# PROBLEM DESCRIPTION
Collect all lines below with the string "Johrapuram".

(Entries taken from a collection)
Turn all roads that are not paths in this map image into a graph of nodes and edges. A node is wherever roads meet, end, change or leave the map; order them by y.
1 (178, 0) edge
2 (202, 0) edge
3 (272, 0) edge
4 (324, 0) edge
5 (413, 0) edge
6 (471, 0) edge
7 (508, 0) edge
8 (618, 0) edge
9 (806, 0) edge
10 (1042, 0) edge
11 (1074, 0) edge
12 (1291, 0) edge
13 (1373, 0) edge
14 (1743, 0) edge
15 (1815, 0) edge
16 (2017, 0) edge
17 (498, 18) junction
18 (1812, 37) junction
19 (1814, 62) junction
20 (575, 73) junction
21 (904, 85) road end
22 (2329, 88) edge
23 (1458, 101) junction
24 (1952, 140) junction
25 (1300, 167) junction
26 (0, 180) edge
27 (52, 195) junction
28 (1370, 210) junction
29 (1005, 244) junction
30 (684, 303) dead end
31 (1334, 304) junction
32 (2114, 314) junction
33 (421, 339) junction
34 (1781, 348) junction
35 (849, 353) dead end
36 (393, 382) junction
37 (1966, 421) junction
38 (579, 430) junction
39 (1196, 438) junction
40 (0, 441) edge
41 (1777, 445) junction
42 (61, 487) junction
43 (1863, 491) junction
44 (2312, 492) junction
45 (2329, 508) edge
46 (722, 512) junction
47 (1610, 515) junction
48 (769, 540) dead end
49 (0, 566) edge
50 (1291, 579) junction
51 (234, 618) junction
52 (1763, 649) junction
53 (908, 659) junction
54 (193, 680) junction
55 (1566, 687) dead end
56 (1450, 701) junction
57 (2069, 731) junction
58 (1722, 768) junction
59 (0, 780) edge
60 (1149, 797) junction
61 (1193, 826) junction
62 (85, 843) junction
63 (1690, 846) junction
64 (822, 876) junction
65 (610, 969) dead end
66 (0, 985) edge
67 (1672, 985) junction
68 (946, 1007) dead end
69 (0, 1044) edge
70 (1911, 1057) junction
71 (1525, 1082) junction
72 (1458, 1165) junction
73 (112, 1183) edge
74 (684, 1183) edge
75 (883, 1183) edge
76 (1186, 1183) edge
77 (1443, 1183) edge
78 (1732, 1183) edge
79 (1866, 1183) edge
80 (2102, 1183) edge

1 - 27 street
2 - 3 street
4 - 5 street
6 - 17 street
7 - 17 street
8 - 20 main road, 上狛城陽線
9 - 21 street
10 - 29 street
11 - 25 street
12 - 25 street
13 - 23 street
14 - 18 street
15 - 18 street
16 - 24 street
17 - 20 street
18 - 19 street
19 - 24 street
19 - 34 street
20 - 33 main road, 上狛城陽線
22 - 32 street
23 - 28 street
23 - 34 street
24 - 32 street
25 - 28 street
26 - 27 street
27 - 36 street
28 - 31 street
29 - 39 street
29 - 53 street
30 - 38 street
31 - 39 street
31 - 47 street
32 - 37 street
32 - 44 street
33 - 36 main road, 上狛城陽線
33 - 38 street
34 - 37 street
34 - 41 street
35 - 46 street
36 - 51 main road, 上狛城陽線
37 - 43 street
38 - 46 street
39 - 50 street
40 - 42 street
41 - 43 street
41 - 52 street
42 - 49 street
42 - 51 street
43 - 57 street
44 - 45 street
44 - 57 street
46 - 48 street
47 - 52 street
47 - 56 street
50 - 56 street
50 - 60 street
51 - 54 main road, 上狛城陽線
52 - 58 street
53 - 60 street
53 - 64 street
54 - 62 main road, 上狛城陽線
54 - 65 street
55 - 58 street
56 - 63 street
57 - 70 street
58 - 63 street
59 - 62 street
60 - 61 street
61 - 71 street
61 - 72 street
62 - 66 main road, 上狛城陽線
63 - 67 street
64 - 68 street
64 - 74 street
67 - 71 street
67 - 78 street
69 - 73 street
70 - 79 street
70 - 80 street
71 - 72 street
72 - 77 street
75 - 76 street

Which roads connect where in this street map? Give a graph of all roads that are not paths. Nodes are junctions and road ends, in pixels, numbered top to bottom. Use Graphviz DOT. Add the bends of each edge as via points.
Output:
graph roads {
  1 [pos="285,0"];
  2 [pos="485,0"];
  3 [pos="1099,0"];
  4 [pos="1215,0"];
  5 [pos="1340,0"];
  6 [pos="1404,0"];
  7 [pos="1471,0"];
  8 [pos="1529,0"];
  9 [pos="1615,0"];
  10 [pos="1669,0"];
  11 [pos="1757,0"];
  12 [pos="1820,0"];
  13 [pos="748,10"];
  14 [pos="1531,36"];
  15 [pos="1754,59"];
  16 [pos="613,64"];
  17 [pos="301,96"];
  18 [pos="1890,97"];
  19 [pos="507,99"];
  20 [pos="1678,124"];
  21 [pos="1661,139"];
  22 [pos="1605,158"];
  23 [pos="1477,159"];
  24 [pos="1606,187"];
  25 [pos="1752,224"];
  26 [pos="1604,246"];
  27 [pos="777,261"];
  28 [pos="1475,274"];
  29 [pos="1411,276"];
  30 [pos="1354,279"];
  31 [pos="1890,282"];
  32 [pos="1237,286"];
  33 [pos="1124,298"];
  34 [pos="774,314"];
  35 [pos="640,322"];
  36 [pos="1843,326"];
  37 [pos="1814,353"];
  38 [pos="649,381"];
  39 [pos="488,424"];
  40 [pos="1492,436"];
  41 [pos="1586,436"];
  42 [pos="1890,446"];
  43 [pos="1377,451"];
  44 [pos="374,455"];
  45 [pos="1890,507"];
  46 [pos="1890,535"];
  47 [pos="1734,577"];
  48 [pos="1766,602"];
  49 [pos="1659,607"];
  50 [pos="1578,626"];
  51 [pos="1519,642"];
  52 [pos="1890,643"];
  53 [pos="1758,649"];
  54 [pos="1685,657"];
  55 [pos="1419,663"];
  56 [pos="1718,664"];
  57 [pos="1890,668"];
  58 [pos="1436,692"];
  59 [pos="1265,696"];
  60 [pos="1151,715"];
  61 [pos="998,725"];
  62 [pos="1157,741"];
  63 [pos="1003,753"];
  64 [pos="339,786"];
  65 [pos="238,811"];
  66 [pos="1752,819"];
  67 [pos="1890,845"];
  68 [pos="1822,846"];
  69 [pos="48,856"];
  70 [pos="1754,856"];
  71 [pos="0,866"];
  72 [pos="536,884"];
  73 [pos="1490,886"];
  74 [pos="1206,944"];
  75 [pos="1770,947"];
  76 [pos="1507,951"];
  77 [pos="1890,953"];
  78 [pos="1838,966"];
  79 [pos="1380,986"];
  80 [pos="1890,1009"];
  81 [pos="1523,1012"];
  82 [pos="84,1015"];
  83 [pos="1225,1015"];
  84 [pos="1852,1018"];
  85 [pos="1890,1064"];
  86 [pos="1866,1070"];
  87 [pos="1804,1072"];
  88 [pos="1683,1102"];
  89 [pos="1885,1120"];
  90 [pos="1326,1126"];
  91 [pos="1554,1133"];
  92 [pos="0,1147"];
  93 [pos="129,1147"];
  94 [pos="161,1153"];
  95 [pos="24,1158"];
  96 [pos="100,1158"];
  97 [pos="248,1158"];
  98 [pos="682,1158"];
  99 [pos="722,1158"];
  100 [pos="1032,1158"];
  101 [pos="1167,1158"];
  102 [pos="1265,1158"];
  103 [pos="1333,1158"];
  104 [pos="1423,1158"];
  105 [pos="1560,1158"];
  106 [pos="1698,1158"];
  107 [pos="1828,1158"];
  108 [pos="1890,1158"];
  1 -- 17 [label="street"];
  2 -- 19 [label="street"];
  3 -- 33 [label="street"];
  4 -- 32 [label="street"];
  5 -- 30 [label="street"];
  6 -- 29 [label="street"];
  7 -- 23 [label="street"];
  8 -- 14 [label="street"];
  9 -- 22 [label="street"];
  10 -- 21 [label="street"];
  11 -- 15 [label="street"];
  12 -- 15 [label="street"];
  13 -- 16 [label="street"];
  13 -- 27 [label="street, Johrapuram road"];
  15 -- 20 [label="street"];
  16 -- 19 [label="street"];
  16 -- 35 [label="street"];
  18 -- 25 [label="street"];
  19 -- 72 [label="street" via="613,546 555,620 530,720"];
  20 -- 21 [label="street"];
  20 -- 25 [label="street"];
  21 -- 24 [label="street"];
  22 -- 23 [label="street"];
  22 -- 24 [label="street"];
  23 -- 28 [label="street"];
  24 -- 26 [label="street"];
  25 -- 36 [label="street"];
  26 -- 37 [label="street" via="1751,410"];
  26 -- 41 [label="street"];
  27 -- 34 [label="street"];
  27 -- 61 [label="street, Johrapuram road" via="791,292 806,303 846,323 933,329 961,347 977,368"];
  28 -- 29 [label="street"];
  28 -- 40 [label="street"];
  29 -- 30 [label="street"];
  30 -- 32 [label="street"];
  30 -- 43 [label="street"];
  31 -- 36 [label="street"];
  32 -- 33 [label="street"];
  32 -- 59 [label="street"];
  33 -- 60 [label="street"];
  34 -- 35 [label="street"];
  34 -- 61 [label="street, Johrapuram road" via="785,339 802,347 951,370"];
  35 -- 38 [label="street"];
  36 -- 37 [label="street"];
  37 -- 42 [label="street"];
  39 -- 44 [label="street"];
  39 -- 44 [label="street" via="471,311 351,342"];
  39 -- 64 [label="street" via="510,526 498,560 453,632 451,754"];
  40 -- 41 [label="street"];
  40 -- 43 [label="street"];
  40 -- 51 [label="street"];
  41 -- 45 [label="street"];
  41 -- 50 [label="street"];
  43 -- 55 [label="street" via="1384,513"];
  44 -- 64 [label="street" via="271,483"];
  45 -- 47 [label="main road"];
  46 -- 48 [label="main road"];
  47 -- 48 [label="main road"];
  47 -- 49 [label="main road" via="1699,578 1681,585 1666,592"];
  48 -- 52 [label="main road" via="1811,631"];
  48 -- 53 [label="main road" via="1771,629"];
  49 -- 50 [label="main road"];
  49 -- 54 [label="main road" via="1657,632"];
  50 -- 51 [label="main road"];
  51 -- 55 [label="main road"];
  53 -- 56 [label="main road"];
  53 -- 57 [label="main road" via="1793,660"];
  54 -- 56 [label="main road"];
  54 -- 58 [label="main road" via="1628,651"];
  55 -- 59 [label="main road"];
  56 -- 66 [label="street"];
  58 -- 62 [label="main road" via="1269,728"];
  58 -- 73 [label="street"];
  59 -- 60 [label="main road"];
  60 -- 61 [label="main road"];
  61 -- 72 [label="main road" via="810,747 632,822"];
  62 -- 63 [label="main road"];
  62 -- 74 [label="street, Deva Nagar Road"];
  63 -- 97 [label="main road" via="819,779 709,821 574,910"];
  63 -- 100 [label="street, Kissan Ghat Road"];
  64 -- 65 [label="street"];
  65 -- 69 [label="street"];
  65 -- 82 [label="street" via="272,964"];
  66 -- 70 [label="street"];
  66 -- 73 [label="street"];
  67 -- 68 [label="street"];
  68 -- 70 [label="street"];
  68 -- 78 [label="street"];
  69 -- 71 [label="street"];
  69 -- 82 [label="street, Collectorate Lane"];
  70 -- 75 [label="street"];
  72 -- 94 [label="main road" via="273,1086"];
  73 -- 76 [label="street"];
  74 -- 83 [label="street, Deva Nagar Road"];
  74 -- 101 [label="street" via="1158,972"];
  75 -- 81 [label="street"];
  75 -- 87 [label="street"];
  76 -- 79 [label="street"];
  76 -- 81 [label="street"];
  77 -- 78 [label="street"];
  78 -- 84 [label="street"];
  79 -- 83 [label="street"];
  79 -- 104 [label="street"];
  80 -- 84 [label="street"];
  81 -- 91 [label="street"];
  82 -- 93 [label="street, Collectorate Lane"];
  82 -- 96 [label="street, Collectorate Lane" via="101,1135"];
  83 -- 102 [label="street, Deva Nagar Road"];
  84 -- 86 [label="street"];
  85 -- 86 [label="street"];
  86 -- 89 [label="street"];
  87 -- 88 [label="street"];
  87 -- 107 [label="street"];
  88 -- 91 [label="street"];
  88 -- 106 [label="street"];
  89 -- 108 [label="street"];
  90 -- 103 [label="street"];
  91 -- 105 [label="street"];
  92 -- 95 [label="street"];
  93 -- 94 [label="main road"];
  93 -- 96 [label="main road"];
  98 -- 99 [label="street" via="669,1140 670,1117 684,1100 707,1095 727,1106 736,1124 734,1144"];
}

# REPLY
  13 -- 27 [label="street, Johrapuram road"];
  27 -- 61 [label="street, Johrapuram road" via="791,292 806,303 846,323 933,329 961,347 977,368"];
  34 -- 61 [label="street, Johrapuram road" via="785,339 802,347 951,370"];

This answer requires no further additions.